Everyone had their place and this was mine.
I would blare the music to the heavens when he would
leave. It was brilliant and I felt the
freedom embrace my very soul. It was if
it was lifting me off to another world.
I often felt like a preacher’s wife.
I really had to make the most of this time i was open to this new
world. I often walked around in nothing
but a t-shirt just to feel more freedom.
Cleaning the windows with a white linen cloth i caught a reflection of
myself in the glass. Who is the person
looking back? It was like i had never
seen her before. I looked so different my
light was switched on and the old me was tidied away in the cupboard with all
the other old dusty worn out items. I
admired the birds flying and often wished it was me flying to my freedom. As I took the mats from the old wooden
knotted floor boards i noticed one was loose.
At first i was abit scared to look.
He did not like me snooping or having a mind of my own. What the hell i thought to myself. I want to see what this is underneath if
anything was. So i opened up the already
gap in the boards and seen something strange in a brown sack. I found this strange but proceeded to take it
out and open it up. Oh I wonder what it
is? Images and ideas filled my
head. As I opened it items of clothing
fell from the sack. Tight pants and torn
shirt with a saucy brand on it. What are
these i thought to myself? Where did these come from?
So I decided to keep them a secret but before I could get
them back under the floorboards he came through the door. I didn’t hear you come in dear. What are you doing? He asked. Nothing my dear. It doesn’t look like
nothing. What have you got there I seen
he was nervous and had a look on his face as if he knew. Alright you want me to show you what are
these? What is what he exclaimed? By the way what are you wearing I was just
about to ask you the very same thing.
This is not who you are. Well it
seems i don’t know who you really are either. What do you mean he said? I mean are these clothes belonging to you?
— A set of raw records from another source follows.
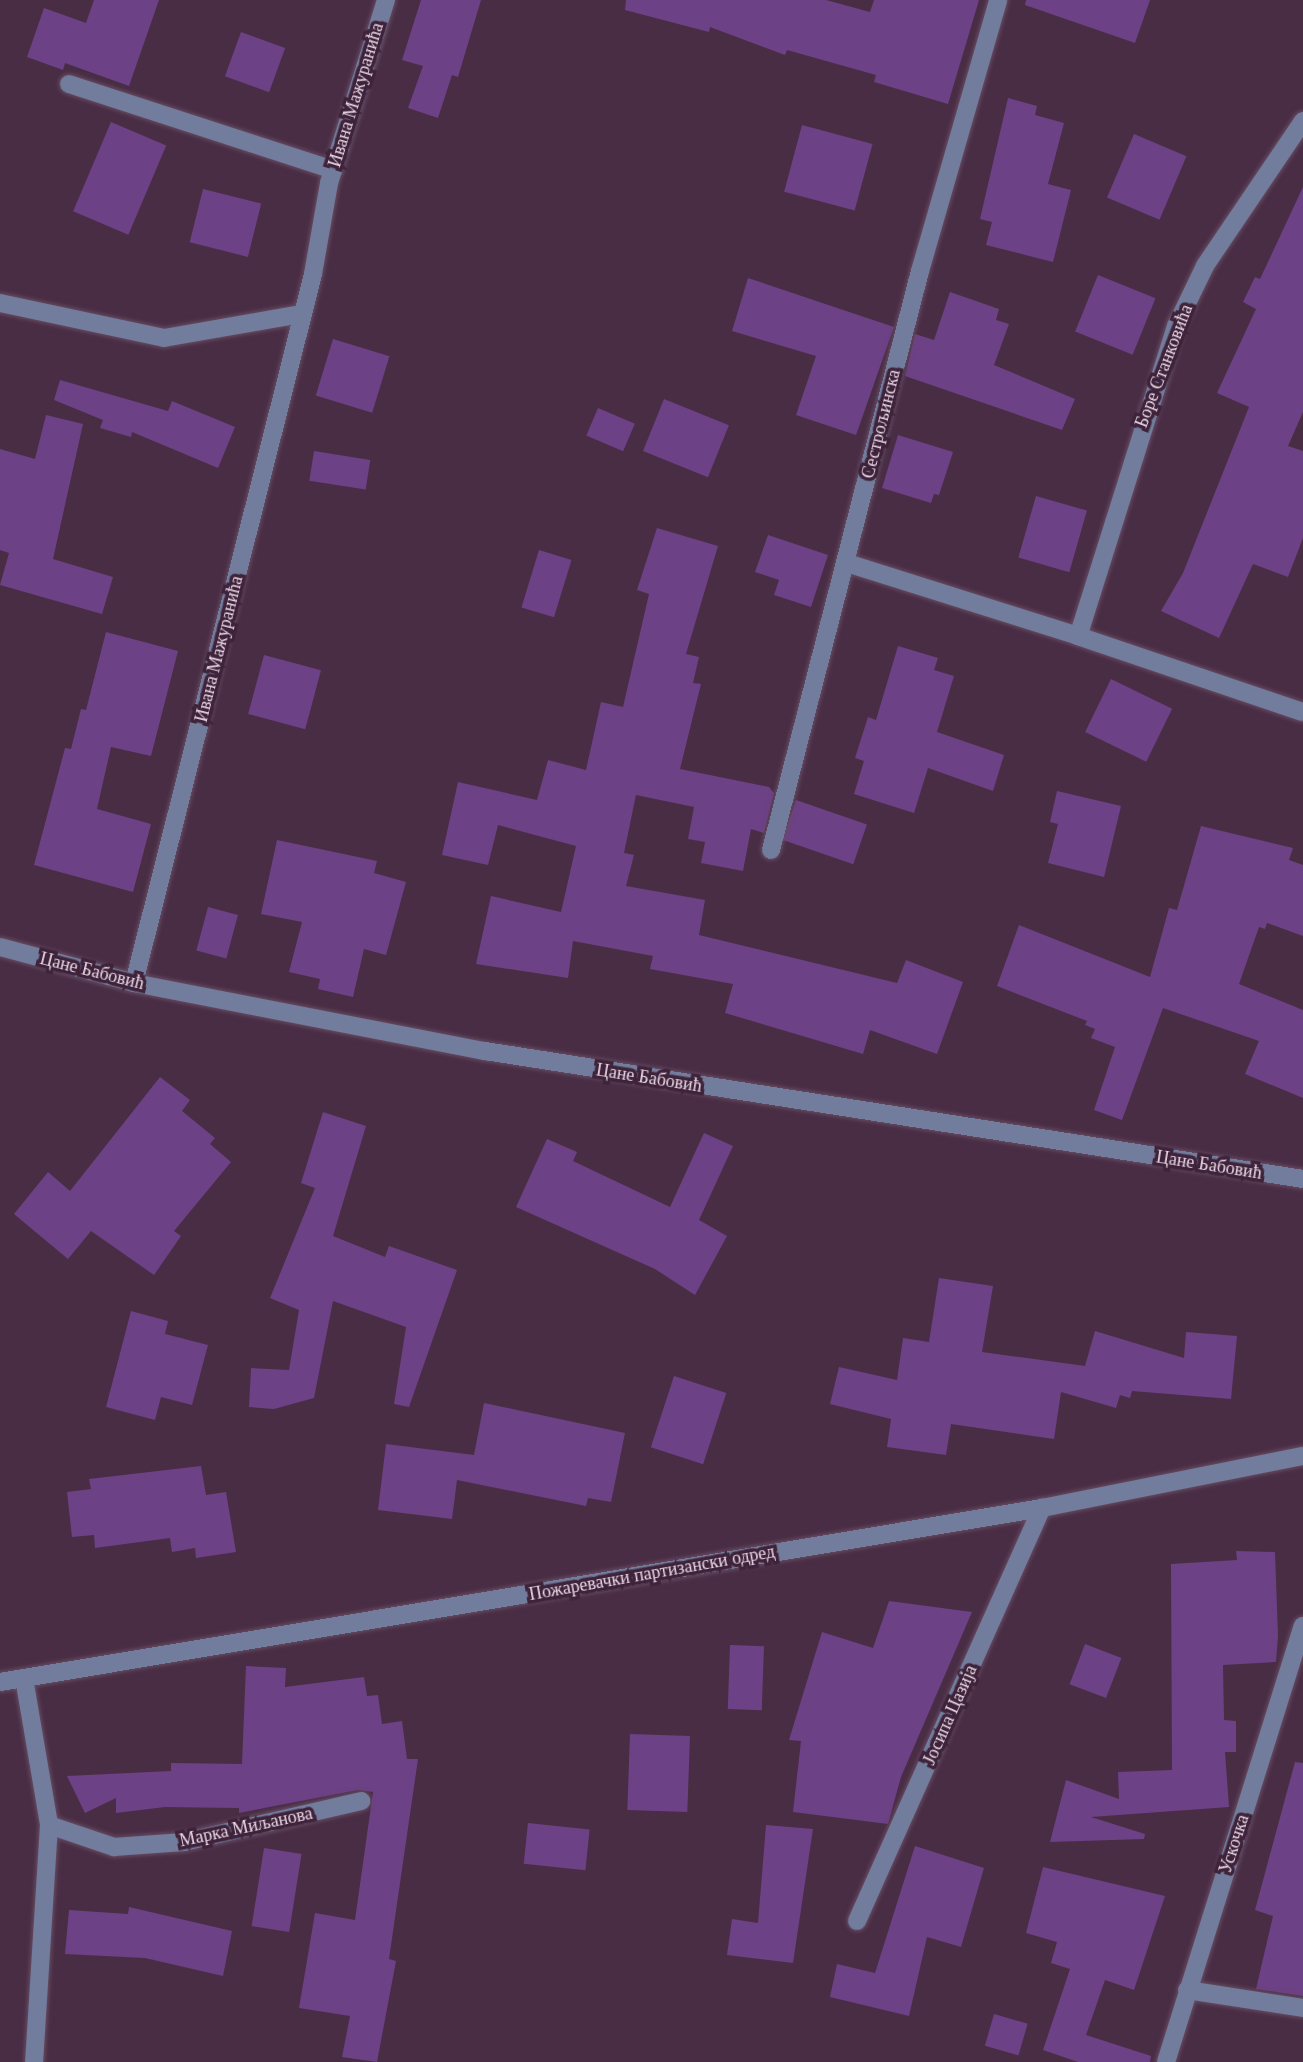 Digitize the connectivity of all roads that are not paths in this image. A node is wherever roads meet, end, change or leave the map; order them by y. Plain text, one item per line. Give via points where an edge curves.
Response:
1 (998, 0) edge
2 (381, 2) edge
3 (69, 85) dead end
4 (1303, 121) edge
5 (332, 170) junction
6 (0, 303) edge
7 (302, 314) junction
8 (847, 563) junction
9 (1078, 636) junction
10 (1303, 712) edge
11 (771, 850) dead end
12 (0, 947) edge
13 (134, 983) junction
14 (1303, 1179) edge
15 (1303, 1456) edge
16 (1042, 1508) junction
17 (1303, 1626) edge
18 (24, 1678) junction
19 (0, 1682) edge
20 (361, 1801) dead end
21 (49, 1825) junction
22 (857, 1921) dead end
23 (1187, 1990) junction
24 (1303, 2008) edge
25 (34, 2062) edge
26 (1166, 2062) edge

1 - 8 street, Сестрољинска via 920,271
2 - 5 street, Ивана Мажуранића
3 - 5 street
4 - 9 street, Боре Станковића via 1205,266 1176,326
5 - 7 street, Ивана Мажуранића
6 - 7 street via 164,338
7 - 13 street, Ивана Мажуранића
8 - 9 street
8 - 11 street, Сестрољинска via 814,670
9 - 10 street
12 - 13 street, Цане Бабовић
13 - 14 street, Цане Бабовић via 499,1053
15 - 16 street, Пожаревачки партизански одред
16 - 18 street, Пожаревачки партизански одред
16 - 22 street, Јосипа Цазија
17 - 23 street, Ускочка
18 - 19 street, Пожаревачки партизански одред
18 - 21 street
20 - 21 street, Марка Миљанова via 184,1842 114,1847
21 - 25 street
23 - 24 street
23 - 26 street, Ускочка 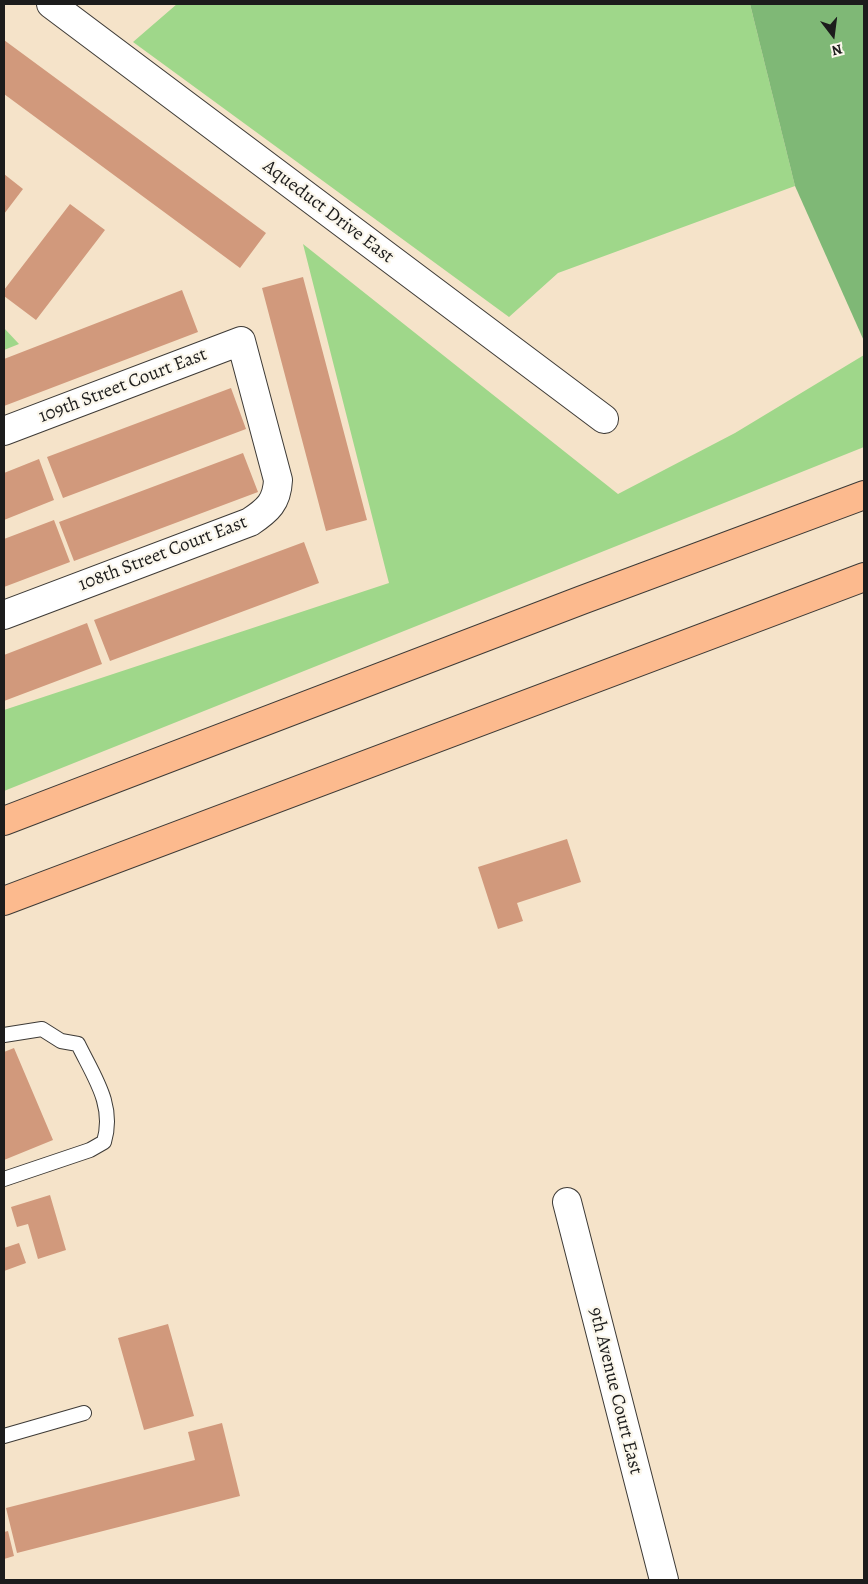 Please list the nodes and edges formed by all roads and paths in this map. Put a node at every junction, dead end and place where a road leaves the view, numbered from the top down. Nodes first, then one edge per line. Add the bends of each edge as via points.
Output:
1 (65, 8) edge
2 (242, 341) joint
3 (604, 419) dead end
4 (4, 431) edge
5 (864, 495) edge
6 (864, 577) edge
7 (4, 615) edge
8 (4, 822) edge
9 (4, 901) edge
10 (4, 1035) edge
11 (4, 1179) edge
12 (567, 1202) dead end
13 (84, 1413) dead end
14 (4, 1436) edge
15 (664, 1580) edge

1 - 3 street, Aqueduct Drive East
2 - 4 street, 109th Street Court East
2 - 7 street, 108th Street Court East via 278,480 274,502 266,512 250,522
5 - 8 highway
6 - 9 highway
10 - 11 lane via 42,1029 61,1041 78,1044 101,1090 108,1117 104,1142 90,1150
12 - 15 street, 9th Avenue Court East
13 - 14 lane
Have you been hiding them on me? I was about to ask you the very same
thing? I never knew you did this when i
was gone. That’s the problem you never
seem to know anything about me. I have
to hide who I really am because you want me to be this other person. No i don’t this is the idea you seem to have
us and this house and that’s why i hid who I was. I guess we are both hiding who we are.
They both looked at each other and laughed. What are we both like? All this time we have been acting like
strangers and wearing a mask. We could
of just been the people we wanted to be all along. He grabbed her tight jeans and placed his
hard working hands around her soft gentle hips.
He placed his lips on hers and gently kissed her. She smelt of dusty housework and lilac
flowers but he didn’t mind he had the woman he loved and her curvy behind. She ran her hands through his soft curls and
held his chest close to her heart almost encased in his heart.